Foreseeable Objections Went Unaddressed
When you’ve clearly explained the rationale for your solutions, it’s important to go ahead and cut people off at the pass. Think of the big, top-of-mind items your audience is likely to consider that contradict your proposition, and then combat them before they have time to dig in.
For T-SPLOST, the most obvious concern was that the money would be wasted. Fortunately, in addition to the master list (which did leave room for ambiguity in interpretation), the state planned to create citizen accountability panels in each region to monitor how the funds would be spent. Furthermore, the project lists themselves were created with the consultation of regional representatives and through a number of public hearings.
These were good ideas; however, they weren’t communicated well. A $6 million marketing campaign was created to raise awareness, but unfortunately little, if any, of this was invested in the website or other prominent means of combating objections. Key information—such as that related to the above watchdog panel—is buried deep in places the average voter is unlikely to go digging. For example, the first place I found counterpoints to some of these objections was halfway through this five minute video by the Metro Atlanta Voter Education Network, a video which itself is buried far down on the T-SPLOST home page beneath numerous other links, content, and even another video.
Local residents were also concerned that the tax would continue after the allocated 10 year timeline—that there would be delays in drawing it to a close as there have been in removing the Georgia 400 toll (a hot topic the campaign surely anticipated).
The campaign should have preempted these objections by highlighting the fact that yes, some projects are taking longer to wrap up, but that overall from 2001-2010, of 39 states studied, the Georgia DOT was #1 at staying within budget and #2 at staying on schedule; but you won’t find those facts on the T-SPLOST website or in the T-SPLOST marketing campaigns.
You’ll find them in this not-much-discussed study.
Important Details Weren’t Highlighted
Sometimes—most of the time—people have a hard time envisioning how something is going to actually work. It sounds great, but how can I be sure this is a good decision? In a similar vein, famous designer Charles Eames once said, “The details are not the details.

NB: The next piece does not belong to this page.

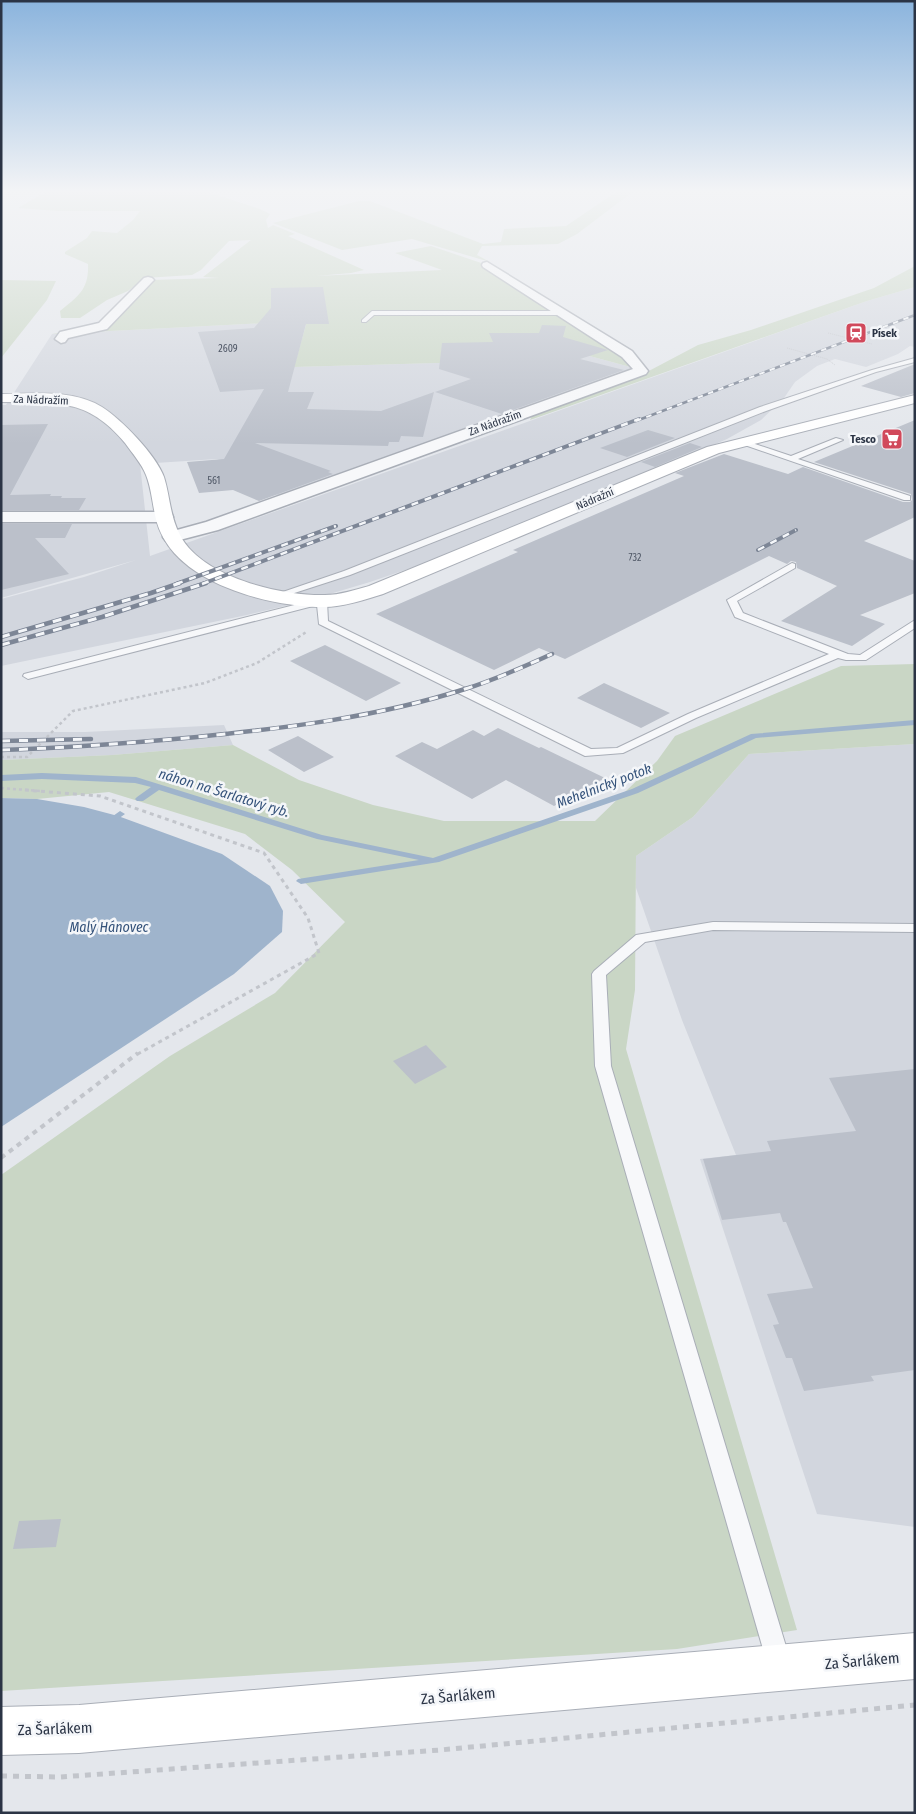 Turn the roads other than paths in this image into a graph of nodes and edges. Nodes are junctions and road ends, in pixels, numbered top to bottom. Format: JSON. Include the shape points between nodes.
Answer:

They make the design.”
There were two very important details that many people overlooked and that should have been shouted from the rooftops by the marketing folks:
- The fed was going to match T-SPLOST raised funds for the region upwards of 500-700 million dollars.
- Regions that didn’t pass T-SPLOST have to match a higher % of state funds to local transportation projects in the future—30% instead of 10%.

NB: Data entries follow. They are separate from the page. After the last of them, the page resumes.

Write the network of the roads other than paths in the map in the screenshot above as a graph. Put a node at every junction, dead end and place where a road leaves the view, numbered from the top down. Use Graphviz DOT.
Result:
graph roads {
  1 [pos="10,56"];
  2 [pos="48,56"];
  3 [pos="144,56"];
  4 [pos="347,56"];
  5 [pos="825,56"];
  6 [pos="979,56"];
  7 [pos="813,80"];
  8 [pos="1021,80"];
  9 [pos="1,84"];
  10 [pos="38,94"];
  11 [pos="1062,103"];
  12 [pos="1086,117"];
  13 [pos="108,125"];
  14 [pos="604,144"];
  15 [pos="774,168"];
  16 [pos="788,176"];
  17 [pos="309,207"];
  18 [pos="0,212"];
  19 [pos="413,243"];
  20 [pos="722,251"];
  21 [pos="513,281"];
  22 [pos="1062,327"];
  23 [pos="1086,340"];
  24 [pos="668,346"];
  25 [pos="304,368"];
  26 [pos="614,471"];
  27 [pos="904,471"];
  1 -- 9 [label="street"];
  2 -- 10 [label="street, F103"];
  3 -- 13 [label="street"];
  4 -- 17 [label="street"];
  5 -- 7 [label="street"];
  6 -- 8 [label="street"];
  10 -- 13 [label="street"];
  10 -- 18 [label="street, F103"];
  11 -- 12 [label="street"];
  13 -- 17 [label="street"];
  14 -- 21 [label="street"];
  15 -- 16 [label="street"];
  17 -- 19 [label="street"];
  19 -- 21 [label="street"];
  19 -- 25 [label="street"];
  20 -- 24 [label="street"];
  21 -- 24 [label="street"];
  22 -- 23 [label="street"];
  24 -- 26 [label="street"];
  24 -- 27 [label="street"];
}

Neither of these details stand alone as the sole reason to vote for T-SPLOST, but they are important details that could make the difference between someone being skeptical and confident about voting YES.
What Should Have Happened
So, lots of things obviously went wrong, and hindsight is 20/20; but would have worked better?
Pretty much the opposite.
In 1969, one of the most famous graphic designers of all time, Saul Bass, pitched telecom giant Bell on a new brand identity. The resulting brand makeover is one of the largest in history to this day. The video (also embedded below) of Bass’s presentation made it’s way around our office recently, and it’s striking how well structured the pitch is. The general format follows something like this:
- Set the context for the project in the wider world
- Introduce the goal and what you’re trying to accomplish
- Explain the rationale and how you got to the solution
- Reveal the solution and preempt objections
- Go into important details that might be overlooked
- Close with a future looking statement
As you’ve guessed by now, the Untie Atlanta campaign misses on most of the important marks here. The goal was definitely clear, and the context was set in a wider world, but after that, the train pretty much derails.

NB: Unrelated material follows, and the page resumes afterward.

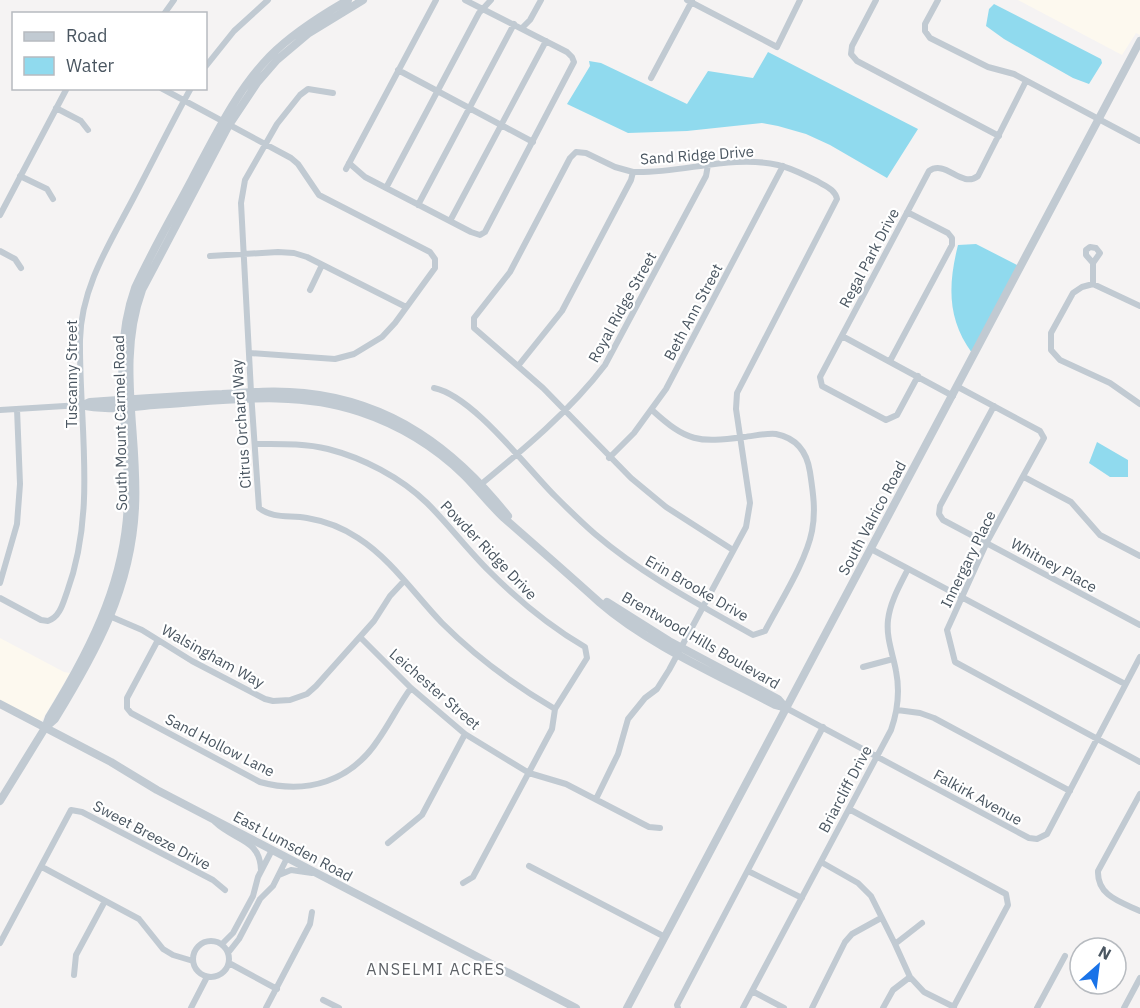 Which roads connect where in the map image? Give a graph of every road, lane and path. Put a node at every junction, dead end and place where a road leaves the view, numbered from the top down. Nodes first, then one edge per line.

This should be a clear takeaway for the city of Atlanta, for other cities, and for anyone in business trying to pitch their ideas. Hopefully this mini case study in failure and Saul Bass’s example of success can be a reminder in how to approach getting big projects approved.
If you’ve got the time, I’d highly recommend a sit down with some coffee to watch the Saul Bass presentation:
If you have some ideas or techniques you use to pitch your ideas and projects, share them in the comments below. Thanks for reading!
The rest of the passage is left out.